Ways to leap over the down-payment
Today is a frustrating time for renters who want to buy homes but
who haven't saved much for down payments. Mortgage rates are on
the rise, houses aren't getting cheaper and it seems like time is
"It would take me at least another year
or two to save another $10,000 to $15,000, and, frankly, I want
to purchase a house before the costs are out of reach," e-mails
a reader from Long Island, where the median house price rose more
than 20 percent last year.
He has more options than he realizes. There are myriad
ways to leap the down-payment hurdle. Some strategies are for people
who have some money saved up somewhere, and other strategies are
for people who are practically broke.
It has been a long time since home buyers were required
to come up with 20 percent down. Some lenders will lend 100 percent
of the purchase price or even 103 percent. More commonly, lenders
underwrite mortgages with 3 percent or 5 percent down. The question
becomes: How do you come up with that 3 to 5 percent?
Dig into the nest egg?
You could tap your retirement savings, either borrowing from
a 401(k) account or withdrawing money early from an
Individual Retirement Account.
When you borrow from your 401(k), you
repay the loan over five or more years, with interest. Most 401(k)

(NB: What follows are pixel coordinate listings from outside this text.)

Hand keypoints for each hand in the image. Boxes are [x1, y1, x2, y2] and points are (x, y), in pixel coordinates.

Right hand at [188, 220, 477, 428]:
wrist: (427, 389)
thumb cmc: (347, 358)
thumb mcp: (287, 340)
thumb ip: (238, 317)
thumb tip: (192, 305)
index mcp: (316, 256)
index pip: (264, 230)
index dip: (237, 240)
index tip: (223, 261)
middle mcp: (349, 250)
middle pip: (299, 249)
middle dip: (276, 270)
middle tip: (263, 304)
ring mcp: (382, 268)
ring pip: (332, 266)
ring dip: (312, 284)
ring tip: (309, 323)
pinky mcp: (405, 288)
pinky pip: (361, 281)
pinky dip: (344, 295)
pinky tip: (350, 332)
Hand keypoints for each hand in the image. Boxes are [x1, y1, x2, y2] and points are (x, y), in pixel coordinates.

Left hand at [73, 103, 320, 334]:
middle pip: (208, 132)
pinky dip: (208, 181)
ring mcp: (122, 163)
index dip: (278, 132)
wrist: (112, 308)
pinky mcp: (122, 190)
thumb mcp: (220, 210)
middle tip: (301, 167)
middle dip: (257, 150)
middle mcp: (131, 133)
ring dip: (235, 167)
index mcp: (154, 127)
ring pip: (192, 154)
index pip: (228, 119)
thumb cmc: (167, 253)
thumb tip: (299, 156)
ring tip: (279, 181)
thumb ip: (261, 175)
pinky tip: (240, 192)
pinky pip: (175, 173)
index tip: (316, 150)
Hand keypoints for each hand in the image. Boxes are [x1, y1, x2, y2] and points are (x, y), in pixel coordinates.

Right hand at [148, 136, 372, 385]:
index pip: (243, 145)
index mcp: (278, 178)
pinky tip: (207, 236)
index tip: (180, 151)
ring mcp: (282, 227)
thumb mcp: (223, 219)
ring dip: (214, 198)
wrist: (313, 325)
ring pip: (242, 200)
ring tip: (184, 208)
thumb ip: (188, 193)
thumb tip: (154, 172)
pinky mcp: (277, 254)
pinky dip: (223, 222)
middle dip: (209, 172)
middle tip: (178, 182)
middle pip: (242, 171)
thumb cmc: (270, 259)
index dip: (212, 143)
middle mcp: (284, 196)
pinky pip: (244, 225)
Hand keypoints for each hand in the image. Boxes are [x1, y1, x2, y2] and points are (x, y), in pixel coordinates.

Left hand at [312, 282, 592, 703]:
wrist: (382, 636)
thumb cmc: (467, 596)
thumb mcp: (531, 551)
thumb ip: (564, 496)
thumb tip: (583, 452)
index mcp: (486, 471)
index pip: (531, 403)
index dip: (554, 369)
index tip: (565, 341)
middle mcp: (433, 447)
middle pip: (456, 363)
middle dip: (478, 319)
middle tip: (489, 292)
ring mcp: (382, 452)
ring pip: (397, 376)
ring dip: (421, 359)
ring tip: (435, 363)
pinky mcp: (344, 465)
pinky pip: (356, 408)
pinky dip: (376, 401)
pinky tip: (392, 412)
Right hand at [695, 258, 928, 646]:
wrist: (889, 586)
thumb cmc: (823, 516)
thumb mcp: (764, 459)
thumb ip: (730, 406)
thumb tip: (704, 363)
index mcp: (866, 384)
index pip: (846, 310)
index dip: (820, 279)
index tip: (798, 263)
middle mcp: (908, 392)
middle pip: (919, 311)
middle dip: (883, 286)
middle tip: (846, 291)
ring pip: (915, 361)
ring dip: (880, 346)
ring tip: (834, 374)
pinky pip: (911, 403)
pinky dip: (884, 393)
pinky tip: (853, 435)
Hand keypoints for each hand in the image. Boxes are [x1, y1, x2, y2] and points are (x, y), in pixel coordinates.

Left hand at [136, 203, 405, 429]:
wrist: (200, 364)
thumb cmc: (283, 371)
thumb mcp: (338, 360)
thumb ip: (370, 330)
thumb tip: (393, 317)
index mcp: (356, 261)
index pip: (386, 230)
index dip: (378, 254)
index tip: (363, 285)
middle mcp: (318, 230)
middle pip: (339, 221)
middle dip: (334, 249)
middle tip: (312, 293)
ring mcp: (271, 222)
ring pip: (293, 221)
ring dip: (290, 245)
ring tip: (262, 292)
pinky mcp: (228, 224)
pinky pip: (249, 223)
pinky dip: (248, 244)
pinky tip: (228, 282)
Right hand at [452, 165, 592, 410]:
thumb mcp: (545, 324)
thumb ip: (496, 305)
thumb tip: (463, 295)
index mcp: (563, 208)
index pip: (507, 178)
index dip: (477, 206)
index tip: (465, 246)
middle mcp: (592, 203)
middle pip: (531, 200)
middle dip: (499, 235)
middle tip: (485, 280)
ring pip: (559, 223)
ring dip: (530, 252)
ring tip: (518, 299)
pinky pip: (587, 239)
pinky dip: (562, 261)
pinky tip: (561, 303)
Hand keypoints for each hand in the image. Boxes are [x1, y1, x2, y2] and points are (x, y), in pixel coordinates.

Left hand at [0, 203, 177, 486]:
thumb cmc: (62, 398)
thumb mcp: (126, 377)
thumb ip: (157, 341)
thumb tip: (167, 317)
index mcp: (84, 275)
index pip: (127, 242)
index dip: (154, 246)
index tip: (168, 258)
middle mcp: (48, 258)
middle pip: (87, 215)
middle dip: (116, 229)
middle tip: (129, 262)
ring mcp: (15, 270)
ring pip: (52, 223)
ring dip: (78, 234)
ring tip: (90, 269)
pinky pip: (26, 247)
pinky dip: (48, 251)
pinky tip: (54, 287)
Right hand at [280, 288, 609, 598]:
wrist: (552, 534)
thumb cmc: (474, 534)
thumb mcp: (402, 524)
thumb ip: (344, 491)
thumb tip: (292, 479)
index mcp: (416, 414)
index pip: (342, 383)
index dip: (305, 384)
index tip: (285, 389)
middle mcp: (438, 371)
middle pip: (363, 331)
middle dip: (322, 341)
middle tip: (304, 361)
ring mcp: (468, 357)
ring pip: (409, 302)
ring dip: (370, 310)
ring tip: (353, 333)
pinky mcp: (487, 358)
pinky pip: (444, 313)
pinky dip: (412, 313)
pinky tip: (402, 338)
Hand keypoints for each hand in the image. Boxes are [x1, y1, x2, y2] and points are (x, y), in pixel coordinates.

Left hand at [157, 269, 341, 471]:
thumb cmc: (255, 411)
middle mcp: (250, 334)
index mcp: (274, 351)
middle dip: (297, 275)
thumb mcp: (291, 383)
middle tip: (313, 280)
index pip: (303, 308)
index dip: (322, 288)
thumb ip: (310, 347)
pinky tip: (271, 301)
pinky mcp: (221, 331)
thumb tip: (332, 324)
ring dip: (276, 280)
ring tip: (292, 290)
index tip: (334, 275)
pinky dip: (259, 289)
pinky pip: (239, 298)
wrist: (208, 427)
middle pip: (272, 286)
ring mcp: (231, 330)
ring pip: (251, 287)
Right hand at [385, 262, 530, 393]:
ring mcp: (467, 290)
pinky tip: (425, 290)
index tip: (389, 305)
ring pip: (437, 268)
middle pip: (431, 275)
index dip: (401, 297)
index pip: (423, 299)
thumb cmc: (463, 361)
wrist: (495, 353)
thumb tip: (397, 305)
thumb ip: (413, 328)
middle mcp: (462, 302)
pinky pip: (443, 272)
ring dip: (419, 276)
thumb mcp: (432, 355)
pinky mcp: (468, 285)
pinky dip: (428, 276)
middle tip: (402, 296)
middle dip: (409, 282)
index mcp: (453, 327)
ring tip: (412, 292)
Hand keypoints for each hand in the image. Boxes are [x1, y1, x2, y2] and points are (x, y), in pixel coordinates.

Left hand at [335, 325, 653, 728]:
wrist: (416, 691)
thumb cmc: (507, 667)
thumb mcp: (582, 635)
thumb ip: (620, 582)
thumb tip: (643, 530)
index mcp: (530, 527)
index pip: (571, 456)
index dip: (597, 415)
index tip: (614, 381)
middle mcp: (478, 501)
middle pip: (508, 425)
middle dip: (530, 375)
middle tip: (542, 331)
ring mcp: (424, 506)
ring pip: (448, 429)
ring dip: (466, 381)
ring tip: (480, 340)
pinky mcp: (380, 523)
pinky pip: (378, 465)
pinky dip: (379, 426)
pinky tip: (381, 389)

plans will let you borrow up to $50,000 of your balance or 50 percent,
whichever is less.
One problem with borrowing against your 401(k)
is that you will have to repay the loan within 90 days of losing
your job or quitting. That can make a layoff even more stressful,
and can serve as a pair of golden handcuffs that chain you to your
job, even if a better one comes along. If you can't repay the loan
in time, you have to pay penalties and taxes on an early disbursement.
An advantage of borrowing against a 401(k)
is that it doesn't count as debt when lenders assess your qualifications
for a loan, says Ellen Bitton, president of Park Avenue Mortgage
in New York City.
Withdrawing money from an IRA can be a good strategy
for first-time home buyers You pay taxes on the disbursement, but
a 10-percent early-withdrawal penalty is waived if you use the money
to buy your first home. Some advisers warn against removing money
from a retirement nest egg.
"But," says Bitton, "in the long run,
you'll probably have more appreciation on the money invested in
real estate." She pauses, then adds with a laugh, "And
maybe not. There are no hard-and-fast rules."
Borrowing against retirement savings is fine for
people who have money set aside for their golden years. But what
about people who have virtually no money in the bank?
Gifts from family and friends
Some loan programs allow borrowers to use gift money to make
down payments. Generally, the gifts have to come from family members,
spouses or domestic partners, or nonprofits.